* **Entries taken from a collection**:

==*==

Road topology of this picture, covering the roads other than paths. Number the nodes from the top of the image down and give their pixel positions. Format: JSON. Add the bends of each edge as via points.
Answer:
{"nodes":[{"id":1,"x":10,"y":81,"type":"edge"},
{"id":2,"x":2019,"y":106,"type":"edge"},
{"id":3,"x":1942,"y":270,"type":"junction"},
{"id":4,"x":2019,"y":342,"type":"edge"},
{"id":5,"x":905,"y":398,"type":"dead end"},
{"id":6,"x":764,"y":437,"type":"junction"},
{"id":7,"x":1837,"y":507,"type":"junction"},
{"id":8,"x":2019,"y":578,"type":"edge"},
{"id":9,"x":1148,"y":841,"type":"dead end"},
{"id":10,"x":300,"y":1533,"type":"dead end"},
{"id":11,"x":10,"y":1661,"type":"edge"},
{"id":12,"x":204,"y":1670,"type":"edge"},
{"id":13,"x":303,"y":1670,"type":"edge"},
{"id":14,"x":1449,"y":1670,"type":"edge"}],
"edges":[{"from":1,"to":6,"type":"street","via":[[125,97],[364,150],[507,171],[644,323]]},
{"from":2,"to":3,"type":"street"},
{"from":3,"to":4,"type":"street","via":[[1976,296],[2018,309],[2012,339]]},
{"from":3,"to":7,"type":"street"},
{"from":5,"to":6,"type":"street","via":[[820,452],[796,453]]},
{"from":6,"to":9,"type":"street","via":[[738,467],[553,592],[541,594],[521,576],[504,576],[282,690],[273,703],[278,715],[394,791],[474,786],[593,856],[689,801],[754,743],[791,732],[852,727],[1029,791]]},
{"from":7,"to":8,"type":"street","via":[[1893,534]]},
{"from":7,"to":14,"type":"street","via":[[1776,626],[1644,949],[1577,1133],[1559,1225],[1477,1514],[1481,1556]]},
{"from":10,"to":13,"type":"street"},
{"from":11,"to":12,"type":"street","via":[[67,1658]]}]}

==*==

* **Your task**: In the entries above, count the lines that contain the string "nodes" and reply with the number only.

* **Solution to this task**: 2